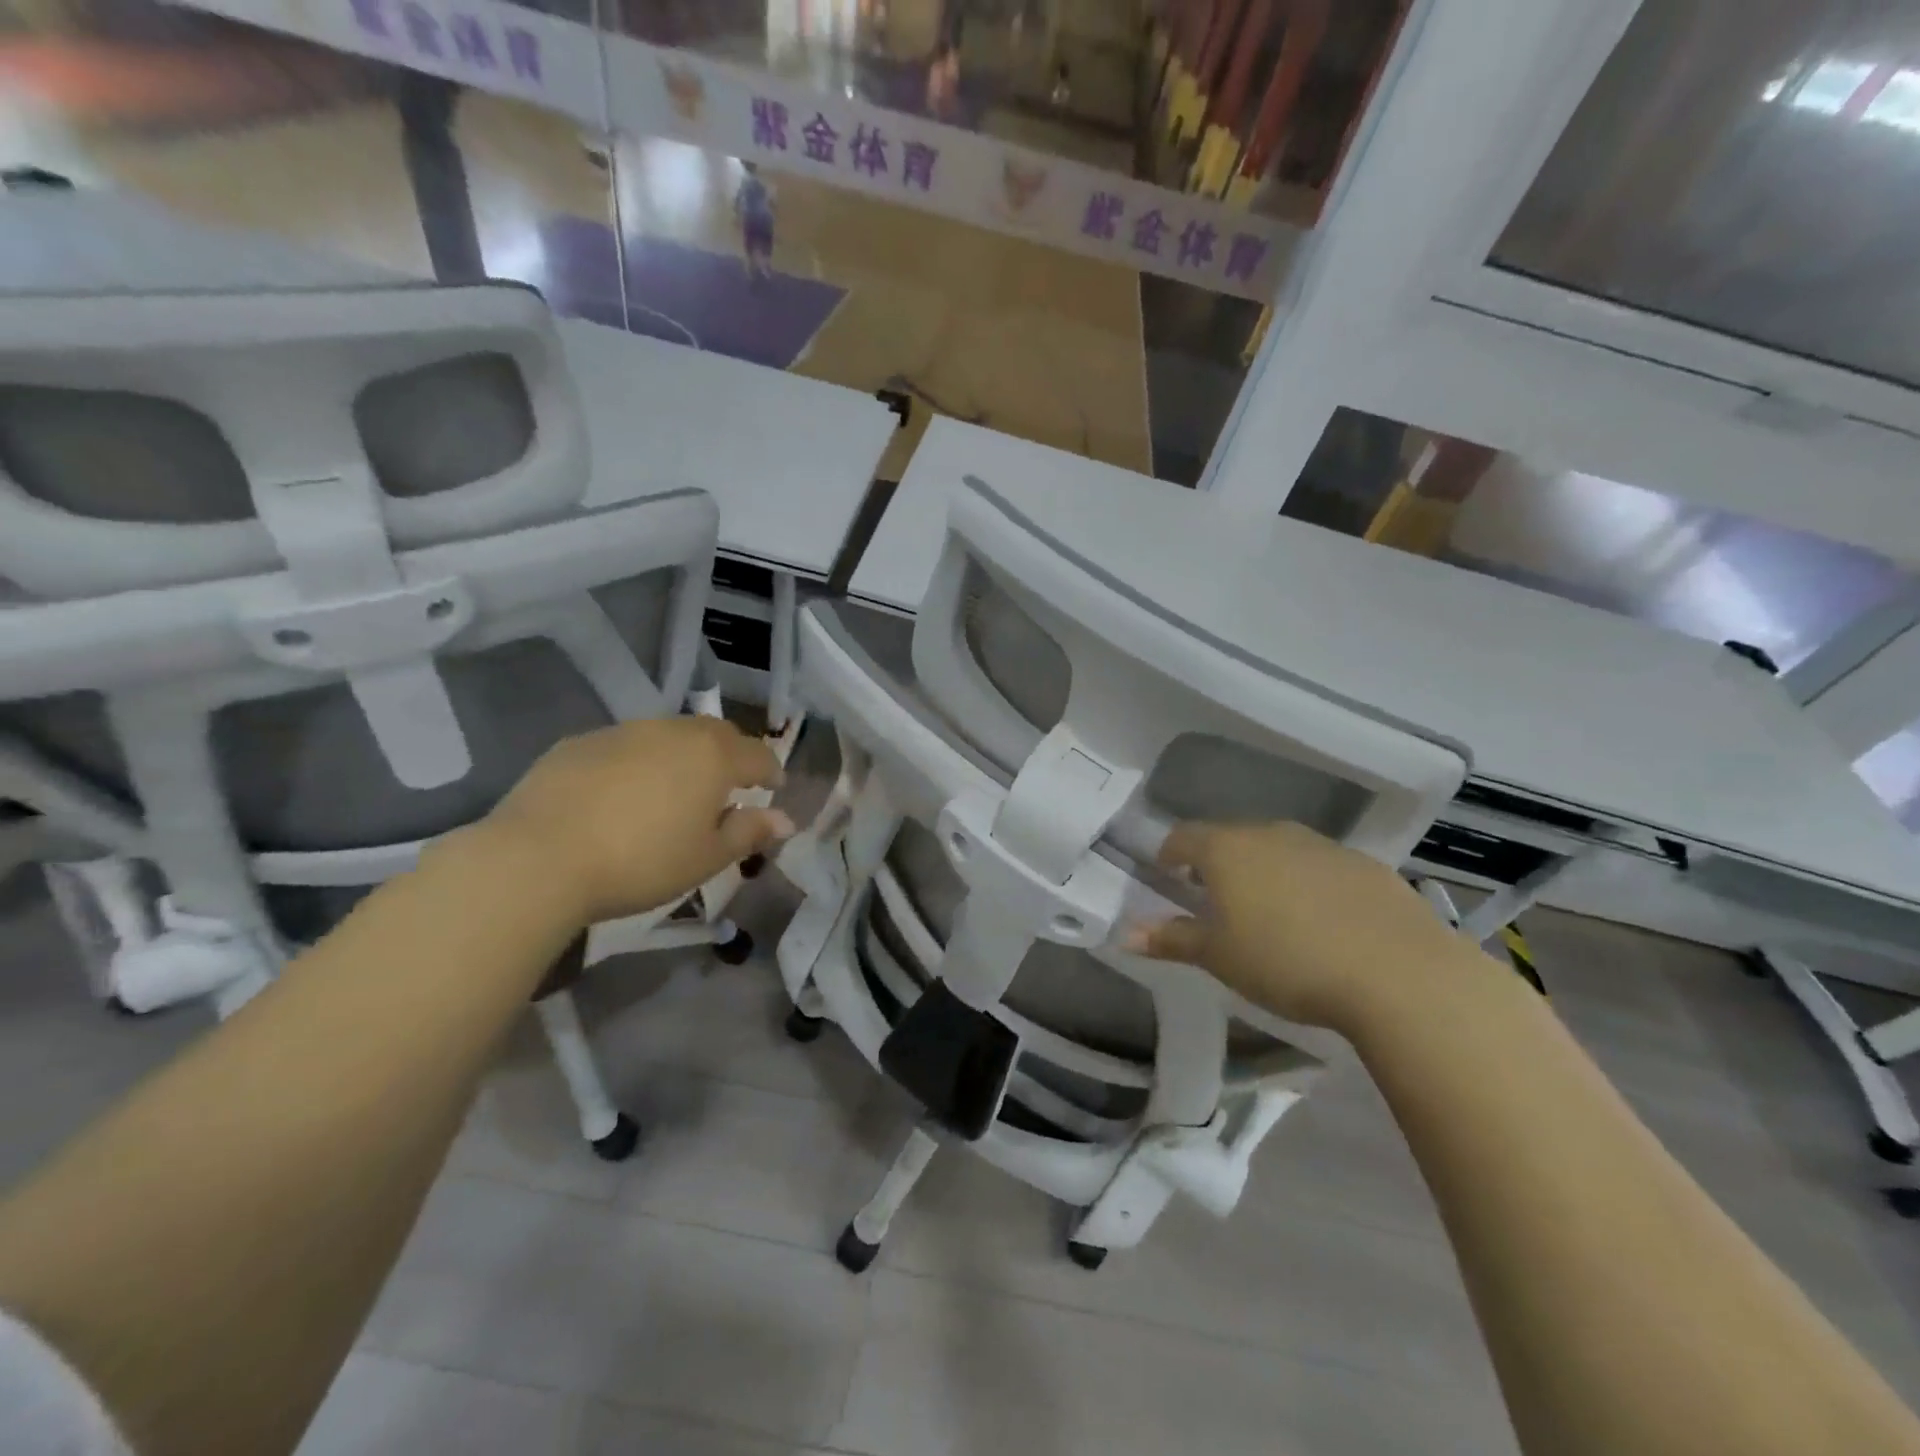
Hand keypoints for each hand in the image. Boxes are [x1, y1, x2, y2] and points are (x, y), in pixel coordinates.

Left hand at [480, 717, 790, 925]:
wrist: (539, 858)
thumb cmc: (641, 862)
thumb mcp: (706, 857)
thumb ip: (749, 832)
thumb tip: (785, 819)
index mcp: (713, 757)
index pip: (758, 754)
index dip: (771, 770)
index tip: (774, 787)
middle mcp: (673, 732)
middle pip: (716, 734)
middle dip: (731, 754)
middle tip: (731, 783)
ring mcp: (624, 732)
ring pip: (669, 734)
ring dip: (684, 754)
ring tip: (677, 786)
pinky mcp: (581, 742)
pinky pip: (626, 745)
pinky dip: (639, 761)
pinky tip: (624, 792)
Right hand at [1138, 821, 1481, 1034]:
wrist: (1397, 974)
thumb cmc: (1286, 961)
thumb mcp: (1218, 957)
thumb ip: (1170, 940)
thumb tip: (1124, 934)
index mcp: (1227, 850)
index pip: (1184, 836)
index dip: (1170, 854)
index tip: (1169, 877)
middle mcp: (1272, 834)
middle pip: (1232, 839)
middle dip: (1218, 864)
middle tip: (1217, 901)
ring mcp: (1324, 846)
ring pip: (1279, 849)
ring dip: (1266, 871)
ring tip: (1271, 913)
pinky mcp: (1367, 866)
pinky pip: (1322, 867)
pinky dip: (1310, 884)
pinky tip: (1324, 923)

###

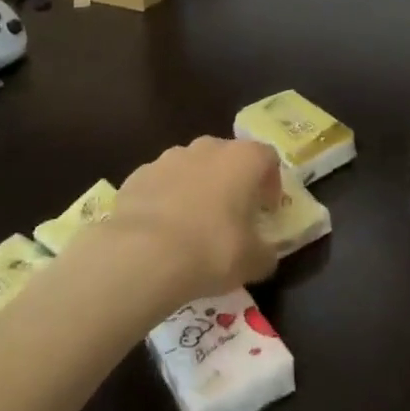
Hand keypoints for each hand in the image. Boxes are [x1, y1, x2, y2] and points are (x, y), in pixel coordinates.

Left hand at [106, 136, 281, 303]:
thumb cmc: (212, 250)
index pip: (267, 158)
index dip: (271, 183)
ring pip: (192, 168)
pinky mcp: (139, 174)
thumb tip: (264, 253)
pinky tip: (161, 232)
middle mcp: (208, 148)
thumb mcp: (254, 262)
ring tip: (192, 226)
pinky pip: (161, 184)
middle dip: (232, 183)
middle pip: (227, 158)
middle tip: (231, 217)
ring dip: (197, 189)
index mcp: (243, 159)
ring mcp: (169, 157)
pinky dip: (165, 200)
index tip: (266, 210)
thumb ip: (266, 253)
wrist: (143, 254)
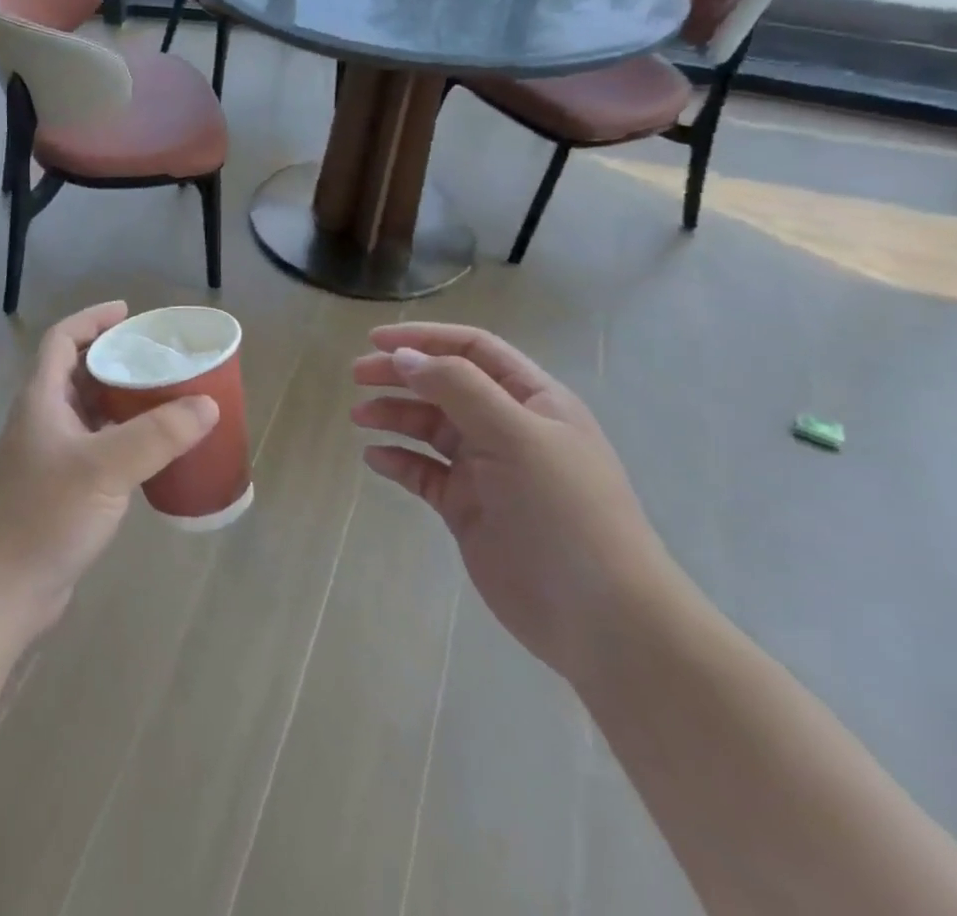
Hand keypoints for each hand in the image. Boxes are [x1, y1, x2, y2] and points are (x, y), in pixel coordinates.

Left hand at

###

Exercise:
Take from the listing every line in which the word "ring" appears.

Exercise response:
ring mcp: (624, 732)
ring pip: (669, 734)
ring dip: (684, 754)
ring tip: (677, 786)
ring mcp: (1324, 846)
ring pip: (1279, 849)
ring dip: (1266, 871)
ring tip: (1271, 913)
ring pip: (192, 168)
ring tip: (192, 226)
ring dip: (197, 189)
ring mcp: (169, 157)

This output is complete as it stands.